The James Webb Space Telescope has captured an interacting galaxy pair, collectively known as Arp 142, to celebrate its two-year science anniversary.
Arp 142 is located 326 million light-years away from Earth in the constellation Hydra, about 130 times further away than Andromeda, our nearest galactic neighbor.
The individual galaxies in this pair are affectionately named Penguin (NGC 2936) and Egg (NGC 2937) because of their resemblance to the original.
Currently, the two individual galaxies in the pair are interacting, which started 25 to 75 million years ago. They will merge into a single entity over the next several hundreds of millions of years.
Before the cosmic encounter, the Penguin was a spiral galaxy like our Milky Way, and the Egg was an elliptical galaxy.
The spiral galaxy has become significantly more distorted than the elliptical galaxy. The center of the spiral galaxy formed an eye, and its arms formed beaks, heads, spines, and fanned tails.

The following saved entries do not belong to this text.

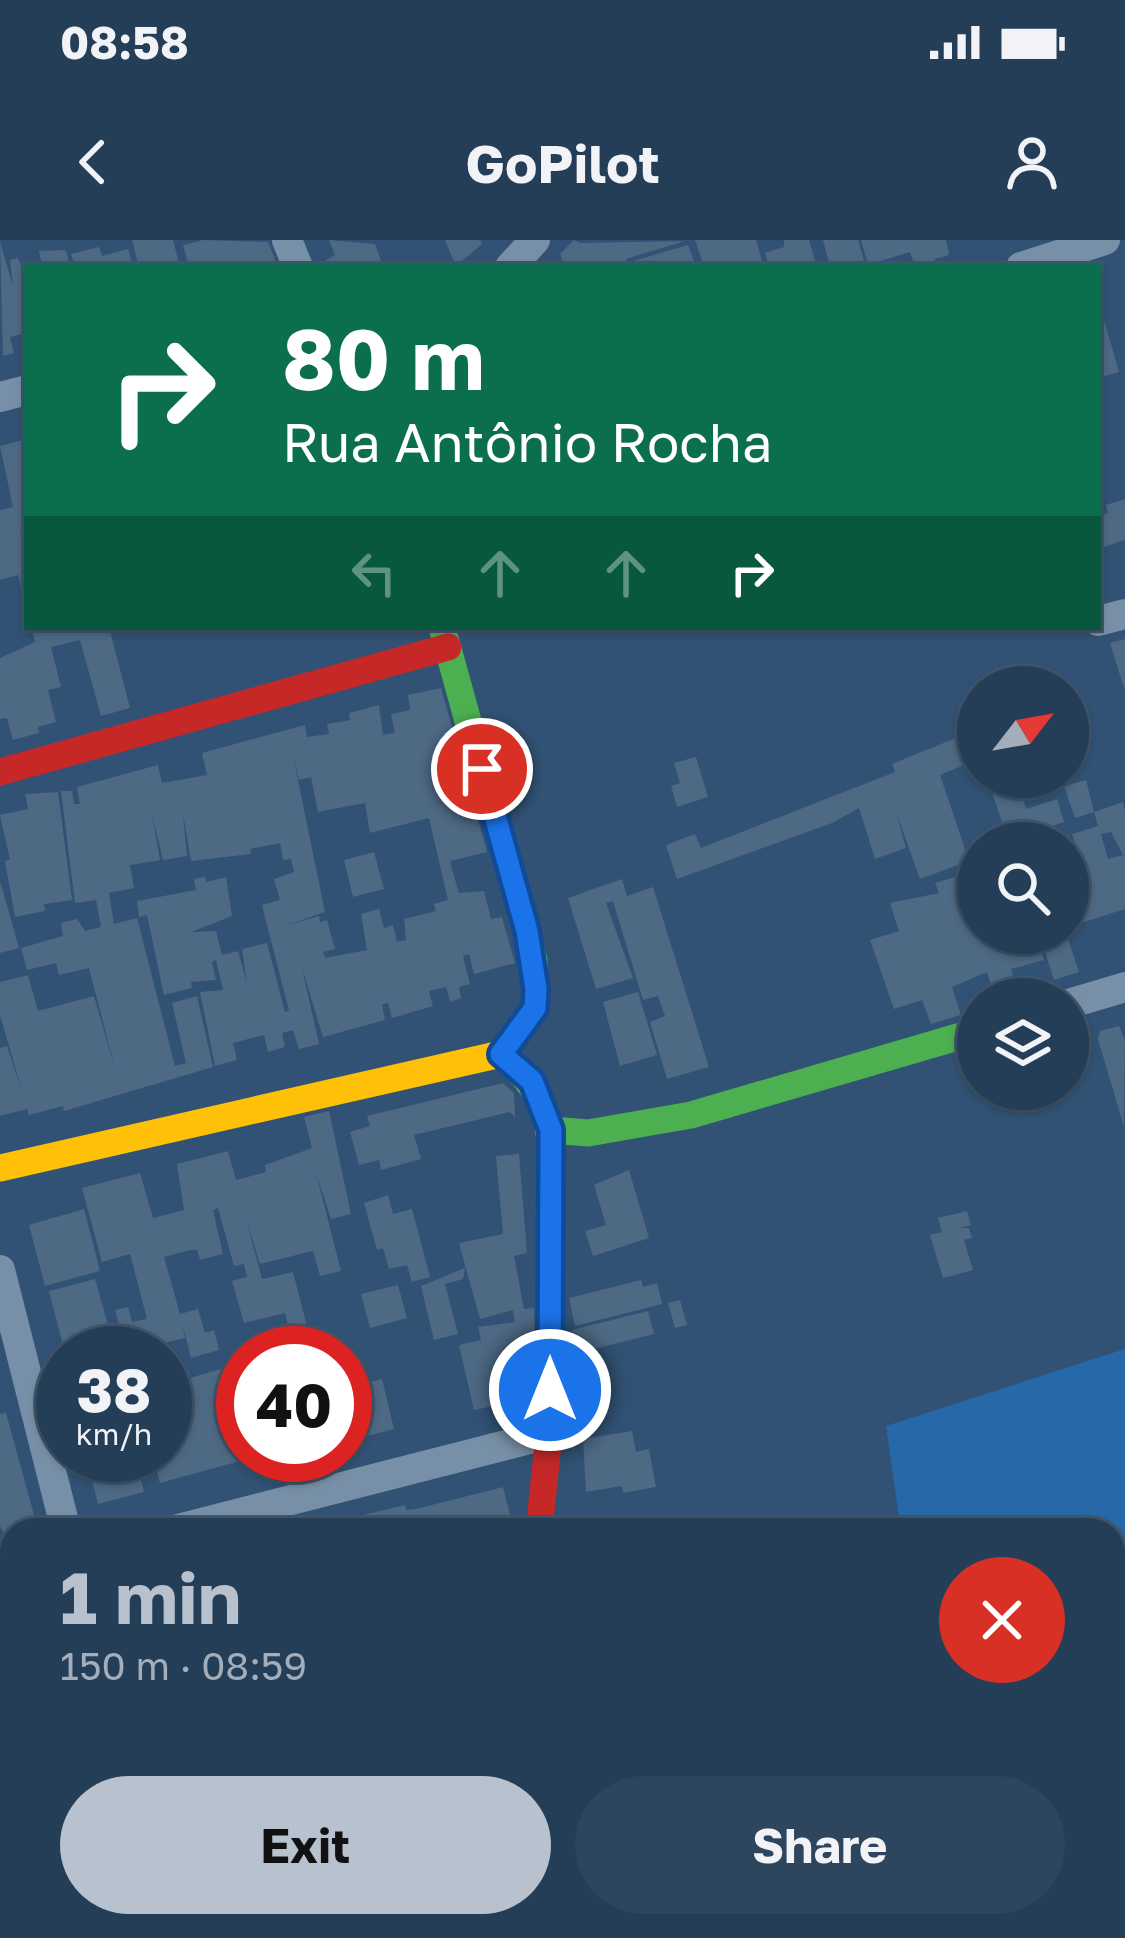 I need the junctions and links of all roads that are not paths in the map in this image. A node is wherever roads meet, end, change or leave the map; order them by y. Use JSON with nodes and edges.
{"nodes":[{"id":1,"x":535,"y":240,"type":"edge"},
{"id":2,"x":1106,"y":240,"type":"edge"},
{"id":3,"x":514,"y":264,"type":"edge"},
{"id":4,"x":1030,"y":264,"type":"edge"},
{"id":5,"x":445,"y":637,"type":"edge"},
{"id":6,"x":0,"y":772,"type":"edge"},
{"id":7,"x":1125,"y":987,"type":"edge"},
{"id":8,"x":1089,"y":998,"type":"edge"},
{"id":9,"x":957,"y":1036,"type":"edge"},
{"id":10,"x":501,"y":1054,"type":"junction"},
{"id":11,"x":551,"y":1130,"type":"junction"},
{"id":12,"x":0,"y":1168,"type":"edge"},
{"id":13,"x":0,"y":1270,"type":"edge"},
{"id":14,"x":549,"y":1434,"type":"junction"},
{"id":15,"x":63,"y":1518,"type":"edge"},
{"id":16,"x":221,"y":1518,"type":"edge"},
{"id":17,"x":540,"y":1518,"type":"edge"}],
"edges":[{"from":1,"to":3,"type":"street"},
{"from":2,"to":4,"type":"street"},
{"from":5,"to":6,"type":"street"},
{"from":5,"to":10,"type":"street"},
{"from":7,"to":8,"type":"street"},
{"from":9,"to":11,"type":"street"},
{"from":10,"to":11,"type":"street"},
{"from":10,"to":12,"type":"street"},
{"from":11,"to":14,"type":"street"},
{"from":13,"to":15,"type":"street"},
{"from":14,"to":16,"type":"street"},
{"from":14,"to":17,"type":"street"}]}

However, the shape of the elliptical galaxy remains largely unchanged due to its compact structure and a lower amount of gas and dust.
The two individual galaxies, the Penguin and the Egg, are interacting because they are separated by only 100,000 light-years – relatively close in astronomical terms.
In contrast, our Milky Way galaxy and its nearest neighbor, the Andromeda galaxy, are separated by about 2.5 million light-years. They will also interact, but not before 4 billion years.